ACTIVITY -
One number is the full answer: how many lines in the records contain the word "edges"?

MATERIALS PROVIDED -
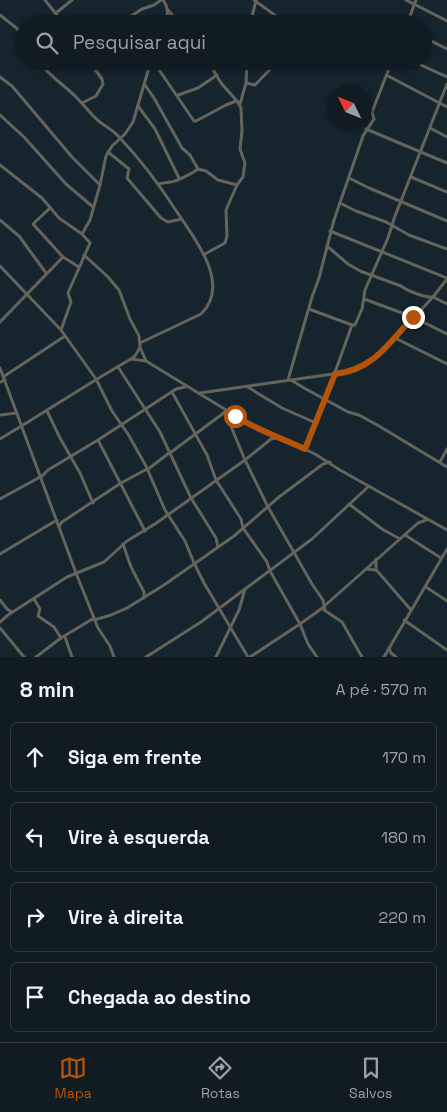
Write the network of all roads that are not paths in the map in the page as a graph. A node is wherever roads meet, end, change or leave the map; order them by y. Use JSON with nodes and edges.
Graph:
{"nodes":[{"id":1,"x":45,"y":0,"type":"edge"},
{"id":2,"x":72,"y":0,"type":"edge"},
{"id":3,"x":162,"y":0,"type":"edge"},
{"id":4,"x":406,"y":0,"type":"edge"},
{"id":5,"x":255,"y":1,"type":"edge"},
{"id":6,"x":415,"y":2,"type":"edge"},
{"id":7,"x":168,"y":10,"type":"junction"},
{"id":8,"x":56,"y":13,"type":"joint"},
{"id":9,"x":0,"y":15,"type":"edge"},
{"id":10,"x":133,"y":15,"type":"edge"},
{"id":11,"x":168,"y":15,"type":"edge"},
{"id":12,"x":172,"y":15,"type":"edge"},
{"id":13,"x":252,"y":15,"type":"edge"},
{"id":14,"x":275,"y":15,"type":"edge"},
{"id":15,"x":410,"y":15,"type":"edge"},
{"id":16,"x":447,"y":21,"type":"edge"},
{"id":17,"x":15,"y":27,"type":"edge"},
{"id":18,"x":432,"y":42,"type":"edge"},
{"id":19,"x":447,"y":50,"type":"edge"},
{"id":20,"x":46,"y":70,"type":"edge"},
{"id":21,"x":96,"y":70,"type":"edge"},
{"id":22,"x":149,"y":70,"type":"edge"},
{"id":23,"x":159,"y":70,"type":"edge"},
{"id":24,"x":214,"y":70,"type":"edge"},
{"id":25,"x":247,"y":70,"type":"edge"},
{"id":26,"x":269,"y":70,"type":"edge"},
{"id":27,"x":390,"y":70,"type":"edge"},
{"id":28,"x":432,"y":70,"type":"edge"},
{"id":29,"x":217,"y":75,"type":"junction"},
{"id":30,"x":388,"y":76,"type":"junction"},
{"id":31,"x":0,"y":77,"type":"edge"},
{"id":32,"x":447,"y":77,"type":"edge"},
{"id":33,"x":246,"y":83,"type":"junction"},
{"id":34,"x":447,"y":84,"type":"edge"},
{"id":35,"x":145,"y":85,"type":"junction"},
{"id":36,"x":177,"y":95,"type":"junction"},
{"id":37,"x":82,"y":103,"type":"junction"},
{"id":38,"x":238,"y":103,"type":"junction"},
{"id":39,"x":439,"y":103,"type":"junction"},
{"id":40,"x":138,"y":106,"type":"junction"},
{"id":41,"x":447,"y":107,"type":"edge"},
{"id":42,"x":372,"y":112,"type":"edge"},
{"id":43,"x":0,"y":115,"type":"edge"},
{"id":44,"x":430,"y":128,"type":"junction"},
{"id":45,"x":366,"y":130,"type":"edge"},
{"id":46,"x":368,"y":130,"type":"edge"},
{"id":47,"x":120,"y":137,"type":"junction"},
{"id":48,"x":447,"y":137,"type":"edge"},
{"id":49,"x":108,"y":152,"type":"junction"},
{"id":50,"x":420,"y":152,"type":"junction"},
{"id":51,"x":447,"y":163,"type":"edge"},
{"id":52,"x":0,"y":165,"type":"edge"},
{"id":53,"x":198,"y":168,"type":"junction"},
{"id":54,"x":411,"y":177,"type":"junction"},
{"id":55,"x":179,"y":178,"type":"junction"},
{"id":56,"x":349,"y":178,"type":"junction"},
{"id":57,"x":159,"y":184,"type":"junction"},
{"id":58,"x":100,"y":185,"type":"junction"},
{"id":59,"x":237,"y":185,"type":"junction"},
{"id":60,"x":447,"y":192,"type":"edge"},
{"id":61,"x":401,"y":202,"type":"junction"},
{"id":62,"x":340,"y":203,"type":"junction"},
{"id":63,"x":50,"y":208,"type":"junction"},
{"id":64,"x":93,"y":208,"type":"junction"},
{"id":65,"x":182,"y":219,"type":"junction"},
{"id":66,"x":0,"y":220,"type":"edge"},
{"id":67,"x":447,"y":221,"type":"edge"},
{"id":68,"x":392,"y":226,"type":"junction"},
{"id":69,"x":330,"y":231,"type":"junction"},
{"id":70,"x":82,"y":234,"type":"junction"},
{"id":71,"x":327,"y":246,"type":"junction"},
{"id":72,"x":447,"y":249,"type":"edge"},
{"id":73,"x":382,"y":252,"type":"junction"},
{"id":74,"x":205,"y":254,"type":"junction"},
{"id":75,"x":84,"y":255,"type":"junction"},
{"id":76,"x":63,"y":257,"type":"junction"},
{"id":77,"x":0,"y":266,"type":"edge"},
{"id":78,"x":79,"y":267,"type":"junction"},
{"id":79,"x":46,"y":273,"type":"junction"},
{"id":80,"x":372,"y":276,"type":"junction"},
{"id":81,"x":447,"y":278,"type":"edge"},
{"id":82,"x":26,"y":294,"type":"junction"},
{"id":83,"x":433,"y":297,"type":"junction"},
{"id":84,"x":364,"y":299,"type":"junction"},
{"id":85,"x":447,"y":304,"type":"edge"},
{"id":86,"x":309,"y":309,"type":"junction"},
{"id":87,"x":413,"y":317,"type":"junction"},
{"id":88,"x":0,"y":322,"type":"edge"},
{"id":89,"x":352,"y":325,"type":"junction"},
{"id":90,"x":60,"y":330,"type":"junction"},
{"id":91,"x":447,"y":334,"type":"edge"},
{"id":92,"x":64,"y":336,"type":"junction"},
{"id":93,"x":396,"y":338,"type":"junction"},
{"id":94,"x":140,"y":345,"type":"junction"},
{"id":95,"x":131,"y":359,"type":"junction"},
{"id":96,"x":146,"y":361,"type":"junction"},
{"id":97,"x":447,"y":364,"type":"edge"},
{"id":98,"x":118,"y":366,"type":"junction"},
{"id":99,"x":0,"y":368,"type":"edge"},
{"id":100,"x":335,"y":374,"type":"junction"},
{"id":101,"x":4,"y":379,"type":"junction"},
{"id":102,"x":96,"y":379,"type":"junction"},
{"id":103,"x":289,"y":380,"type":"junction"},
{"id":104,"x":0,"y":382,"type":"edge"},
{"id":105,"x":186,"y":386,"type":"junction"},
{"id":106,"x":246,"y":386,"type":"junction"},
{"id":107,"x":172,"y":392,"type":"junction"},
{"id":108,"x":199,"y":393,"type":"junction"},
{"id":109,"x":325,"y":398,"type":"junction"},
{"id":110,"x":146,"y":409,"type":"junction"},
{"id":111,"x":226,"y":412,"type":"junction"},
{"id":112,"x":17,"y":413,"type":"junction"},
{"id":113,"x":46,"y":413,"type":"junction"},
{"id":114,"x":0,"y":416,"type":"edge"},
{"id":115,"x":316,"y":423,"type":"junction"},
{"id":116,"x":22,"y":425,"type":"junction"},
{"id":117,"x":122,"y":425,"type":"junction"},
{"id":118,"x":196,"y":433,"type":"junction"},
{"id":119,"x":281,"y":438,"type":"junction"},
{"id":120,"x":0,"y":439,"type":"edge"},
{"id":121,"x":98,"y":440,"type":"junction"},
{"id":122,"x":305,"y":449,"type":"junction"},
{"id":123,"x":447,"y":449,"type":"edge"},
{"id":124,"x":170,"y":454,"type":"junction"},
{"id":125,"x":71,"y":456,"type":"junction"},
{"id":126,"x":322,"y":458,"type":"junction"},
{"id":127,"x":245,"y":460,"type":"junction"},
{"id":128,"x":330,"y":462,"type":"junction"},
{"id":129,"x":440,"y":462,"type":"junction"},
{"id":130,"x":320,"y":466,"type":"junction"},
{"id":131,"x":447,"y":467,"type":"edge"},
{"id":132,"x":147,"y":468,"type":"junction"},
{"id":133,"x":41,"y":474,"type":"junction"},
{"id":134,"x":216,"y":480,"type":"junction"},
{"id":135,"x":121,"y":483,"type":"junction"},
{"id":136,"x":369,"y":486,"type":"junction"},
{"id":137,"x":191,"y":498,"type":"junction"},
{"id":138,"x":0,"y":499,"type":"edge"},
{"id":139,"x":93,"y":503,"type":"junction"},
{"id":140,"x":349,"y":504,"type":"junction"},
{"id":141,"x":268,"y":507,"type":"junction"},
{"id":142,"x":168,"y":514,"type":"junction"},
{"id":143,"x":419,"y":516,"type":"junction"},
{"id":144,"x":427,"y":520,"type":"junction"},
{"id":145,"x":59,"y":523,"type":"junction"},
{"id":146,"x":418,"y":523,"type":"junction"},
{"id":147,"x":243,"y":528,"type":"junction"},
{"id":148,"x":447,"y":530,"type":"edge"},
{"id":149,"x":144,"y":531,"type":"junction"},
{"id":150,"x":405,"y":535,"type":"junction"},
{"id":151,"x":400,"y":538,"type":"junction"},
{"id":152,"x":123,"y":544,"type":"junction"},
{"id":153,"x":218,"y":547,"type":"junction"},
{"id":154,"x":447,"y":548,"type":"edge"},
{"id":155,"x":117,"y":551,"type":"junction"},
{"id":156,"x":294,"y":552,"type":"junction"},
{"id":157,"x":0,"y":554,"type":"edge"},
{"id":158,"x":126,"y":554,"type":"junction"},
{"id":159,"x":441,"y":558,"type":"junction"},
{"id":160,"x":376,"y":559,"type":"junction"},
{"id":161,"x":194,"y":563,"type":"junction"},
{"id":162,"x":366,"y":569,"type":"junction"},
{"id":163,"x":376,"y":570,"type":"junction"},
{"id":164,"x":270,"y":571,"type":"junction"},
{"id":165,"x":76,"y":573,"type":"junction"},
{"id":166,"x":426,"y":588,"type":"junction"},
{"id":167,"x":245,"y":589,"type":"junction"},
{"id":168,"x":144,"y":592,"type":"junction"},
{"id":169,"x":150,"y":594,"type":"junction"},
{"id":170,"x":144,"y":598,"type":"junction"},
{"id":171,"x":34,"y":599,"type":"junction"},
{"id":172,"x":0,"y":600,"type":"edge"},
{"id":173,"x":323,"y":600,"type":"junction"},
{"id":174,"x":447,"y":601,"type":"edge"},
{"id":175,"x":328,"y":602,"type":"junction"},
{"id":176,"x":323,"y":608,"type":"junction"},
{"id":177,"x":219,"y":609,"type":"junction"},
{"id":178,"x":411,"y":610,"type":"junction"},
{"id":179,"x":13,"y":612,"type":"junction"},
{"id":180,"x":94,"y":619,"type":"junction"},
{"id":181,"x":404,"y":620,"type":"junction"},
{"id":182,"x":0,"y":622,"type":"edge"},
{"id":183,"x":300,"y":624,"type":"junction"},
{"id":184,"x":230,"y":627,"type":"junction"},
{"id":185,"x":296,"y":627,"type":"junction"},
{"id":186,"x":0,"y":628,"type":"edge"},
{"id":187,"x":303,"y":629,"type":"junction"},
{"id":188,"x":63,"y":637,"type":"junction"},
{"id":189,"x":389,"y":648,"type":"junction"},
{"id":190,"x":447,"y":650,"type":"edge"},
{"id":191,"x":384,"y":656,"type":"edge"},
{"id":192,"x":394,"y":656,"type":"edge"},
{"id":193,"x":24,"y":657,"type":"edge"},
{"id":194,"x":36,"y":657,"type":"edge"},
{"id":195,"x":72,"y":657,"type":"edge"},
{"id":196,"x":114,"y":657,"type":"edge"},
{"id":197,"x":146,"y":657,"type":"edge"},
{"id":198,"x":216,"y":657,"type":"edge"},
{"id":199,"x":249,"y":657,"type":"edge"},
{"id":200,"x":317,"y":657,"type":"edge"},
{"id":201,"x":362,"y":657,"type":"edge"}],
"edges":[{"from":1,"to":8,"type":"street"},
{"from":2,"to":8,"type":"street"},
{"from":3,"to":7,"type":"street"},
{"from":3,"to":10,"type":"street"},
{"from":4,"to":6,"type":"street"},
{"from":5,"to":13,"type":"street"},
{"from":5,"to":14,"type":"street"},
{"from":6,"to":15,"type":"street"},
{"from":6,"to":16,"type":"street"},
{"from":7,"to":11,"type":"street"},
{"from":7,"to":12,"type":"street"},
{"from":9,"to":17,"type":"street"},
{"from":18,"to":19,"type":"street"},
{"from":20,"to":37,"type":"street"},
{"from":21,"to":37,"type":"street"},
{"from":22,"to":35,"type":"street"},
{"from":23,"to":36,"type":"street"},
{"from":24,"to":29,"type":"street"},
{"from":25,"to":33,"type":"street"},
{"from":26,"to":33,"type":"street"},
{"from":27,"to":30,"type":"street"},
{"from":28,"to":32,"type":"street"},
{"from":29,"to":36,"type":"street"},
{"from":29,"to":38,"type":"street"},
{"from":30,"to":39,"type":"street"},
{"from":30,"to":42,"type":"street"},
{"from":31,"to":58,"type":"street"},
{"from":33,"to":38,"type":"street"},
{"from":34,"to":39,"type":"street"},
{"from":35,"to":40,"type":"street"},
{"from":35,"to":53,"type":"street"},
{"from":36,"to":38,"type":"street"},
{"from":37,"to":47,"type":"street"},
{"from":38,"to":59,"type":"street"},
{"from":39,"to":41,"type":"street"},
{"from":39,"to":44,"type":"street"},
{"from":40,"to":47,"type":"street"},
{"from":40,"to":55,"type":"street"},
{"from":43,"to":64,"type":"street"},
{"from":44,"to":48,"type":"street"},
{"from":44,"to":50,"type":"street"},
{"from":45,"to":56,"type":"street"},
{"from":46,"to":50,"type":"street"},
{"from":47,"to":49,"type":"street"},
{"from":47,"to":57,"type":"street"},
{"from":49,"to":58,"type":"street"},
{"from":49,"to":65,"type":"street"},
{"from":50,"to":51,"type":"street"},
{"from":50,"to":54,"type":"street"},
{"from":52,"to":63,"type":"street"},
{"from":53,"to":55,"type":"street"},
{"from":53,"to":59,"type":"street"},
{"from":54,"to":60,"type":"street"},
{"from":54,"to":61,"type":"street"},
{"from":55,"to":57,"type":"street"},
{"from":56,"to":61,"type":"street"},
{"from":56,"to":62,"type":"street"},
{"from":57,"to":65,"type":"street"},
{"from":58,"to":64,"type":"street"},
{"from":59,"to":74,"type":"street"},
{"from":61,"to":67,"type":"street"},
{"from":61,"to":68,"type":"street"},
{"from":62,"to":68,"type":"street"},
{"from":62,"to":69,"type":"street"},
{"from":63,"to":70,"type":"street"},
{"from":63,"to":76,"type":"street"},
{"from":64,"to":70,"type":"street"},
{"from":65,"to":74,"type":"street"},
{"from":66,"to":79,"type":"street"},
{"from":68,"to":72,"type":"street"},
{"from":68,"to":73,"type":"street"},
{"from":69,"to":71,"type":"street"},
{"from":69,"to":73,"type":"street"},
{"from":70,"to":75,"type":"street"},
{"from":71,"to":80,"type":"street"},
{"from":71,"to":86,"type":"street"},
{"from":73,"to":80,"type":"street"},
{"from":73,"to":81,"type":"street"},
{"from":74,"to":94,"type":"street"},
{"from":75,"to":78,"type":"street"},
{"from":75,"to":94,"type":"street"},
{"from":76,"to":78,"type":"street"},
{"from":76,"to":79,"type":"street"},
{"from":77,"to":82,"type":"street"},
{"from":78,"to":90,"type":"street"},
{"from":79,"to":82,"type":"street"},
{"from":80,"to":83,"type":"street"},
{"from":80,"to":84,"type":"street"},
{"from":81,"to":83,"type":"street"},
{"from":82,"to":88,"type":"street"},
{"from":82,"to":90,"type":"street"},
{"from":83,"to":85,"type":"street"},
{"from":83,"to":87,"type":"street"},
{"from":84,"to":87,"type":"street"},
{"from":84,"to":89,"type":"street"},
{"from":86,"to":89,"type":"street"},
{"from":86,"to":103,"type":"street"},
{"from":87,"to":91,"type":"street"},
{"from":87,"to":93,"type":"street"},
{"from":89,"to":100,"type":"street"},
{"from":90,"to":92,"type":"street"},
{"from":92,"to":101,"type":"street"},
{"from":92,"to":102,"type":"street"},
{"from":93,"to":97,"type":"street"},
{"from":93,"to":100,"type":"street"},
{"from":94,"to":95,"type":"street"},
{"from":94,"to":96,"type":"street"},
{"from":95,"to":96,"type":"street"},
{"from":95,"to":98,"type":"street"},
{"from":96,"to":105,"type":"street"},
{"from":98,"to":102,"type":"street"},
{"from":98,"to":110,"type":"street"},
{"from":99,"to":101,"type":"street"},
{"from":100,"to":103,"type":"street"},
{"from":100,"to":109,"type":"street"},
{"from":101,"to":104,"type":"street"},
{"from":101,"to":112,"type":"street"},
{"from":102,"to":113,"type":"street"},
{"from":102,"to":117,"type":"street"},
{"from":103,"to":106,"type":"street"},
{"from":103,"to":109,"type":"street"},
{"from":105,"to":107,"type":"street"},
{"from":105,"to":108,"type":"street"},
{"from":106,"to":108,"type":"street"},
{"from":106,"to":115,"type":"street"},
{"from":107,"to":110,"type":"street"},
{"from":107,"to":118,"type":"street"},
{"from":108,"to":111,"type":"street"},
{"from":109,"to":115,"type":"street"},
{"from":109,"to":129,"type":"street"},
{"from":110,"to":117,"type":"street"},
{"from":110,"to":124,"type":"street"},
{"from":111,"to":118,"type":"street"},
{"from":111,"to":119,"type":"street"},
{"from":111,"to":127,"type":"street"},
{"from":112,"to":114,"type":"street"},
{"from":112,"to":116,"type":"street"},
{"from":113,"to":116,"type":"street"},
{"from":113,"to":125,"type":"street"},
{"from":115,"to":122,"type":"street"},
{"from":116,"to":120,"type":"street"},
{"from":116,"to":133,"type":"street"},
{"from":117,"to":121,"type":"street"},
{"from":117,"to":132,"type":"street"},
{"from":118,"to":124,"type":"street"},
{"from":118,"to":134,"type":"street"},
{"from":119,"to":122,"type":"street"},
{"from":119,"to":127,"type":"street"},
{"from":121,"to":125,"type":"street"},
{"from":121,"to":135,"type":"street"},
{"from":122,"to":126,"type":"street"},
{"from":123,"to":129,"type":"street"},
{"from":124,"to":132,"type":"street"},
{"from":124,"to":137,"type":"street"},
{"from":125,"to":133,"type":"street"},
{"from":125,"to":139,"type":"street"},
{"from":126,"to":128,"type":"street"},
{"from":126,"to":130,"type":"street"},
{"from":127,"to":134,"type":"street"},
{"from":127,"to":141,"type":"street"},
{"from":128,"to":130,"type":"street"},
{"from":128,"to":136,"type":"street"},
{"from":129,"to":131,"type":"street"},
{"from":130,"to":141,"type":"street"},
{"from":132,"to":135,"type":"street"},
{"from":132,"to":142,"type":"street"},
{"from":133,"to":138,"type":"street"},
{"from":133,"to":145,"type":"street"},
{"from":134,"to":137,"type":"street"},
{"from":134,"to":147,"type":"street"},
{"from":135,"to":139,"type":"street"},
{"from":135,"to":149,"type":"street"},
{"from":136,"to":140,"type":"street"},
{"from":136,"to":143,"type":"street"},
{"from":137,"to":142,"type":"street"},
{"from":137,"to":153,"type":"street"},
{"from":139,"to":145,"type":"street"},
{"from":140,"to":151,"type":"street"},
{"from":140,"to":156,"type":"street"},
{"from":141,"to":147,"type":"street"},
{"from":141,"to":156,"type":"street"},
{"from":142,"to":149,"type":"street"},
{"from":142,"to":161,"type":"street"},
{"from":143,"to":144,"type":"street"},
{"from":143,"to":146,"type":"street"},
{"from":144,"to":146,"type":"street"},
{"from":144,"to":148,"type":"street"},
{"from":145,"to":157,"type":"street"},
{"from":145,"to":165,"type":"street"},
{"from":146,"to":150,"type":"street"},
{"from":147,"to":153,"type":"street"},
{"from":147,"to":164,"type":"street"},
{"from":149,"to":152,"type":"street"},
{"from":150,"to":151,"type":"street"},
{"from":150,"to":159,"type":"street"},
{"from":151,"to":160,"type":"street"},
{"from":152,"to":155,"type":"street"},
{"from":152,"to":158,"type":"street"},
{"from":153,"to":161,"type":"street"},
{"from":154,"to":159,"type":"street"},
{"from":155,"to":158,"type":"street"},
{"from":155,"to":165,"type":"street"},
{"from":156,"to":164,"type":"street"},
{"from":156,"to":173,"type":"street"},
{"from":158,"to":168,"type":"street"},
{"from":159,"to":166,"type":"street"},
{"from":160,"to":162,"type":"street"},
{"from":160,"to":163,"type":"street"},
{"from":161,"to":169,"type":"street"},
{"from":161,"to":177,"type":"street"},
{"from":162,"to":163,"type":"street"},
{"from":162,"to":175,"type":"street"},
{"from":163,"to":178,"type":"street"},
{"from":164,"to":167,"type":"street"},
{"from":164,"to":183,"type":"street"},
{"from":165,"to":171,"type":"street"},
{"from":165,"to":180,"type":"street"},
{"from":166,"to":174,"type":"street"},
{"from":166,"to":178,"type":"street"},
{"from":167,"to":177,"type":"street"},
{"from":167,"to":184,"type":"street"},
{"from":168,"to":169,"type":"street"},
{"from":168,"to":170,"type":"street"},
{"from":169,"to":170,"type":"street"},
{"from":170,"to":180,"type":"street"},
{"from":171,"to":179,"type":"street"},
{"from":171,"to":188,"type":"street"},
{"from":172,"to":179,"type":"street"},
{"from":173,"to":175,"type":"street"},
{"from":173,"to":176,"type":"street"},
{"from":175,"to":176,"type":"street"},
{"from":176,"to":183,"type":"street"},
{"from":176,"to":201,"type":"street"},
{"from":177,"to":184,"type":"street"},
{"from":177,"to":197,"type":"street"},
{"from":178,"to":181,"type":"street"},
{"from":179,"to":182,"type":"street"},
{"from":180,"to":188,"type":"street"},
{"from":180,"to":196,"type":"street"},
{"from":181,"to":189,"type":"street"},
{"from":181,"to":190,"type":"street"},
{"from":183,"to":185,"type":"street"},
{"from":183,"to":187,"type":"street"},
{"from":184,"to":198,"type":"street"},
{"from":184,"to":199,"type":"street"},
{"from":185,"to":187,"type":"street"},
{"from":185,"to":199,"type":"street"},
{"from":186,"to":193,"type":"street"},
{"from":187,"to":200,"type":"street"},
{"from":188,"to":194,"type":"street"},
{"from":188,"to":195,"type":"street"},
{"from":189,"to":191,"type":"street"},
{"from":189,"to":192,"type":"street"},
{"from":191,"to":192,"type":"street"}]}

RESPONSE AREA -
2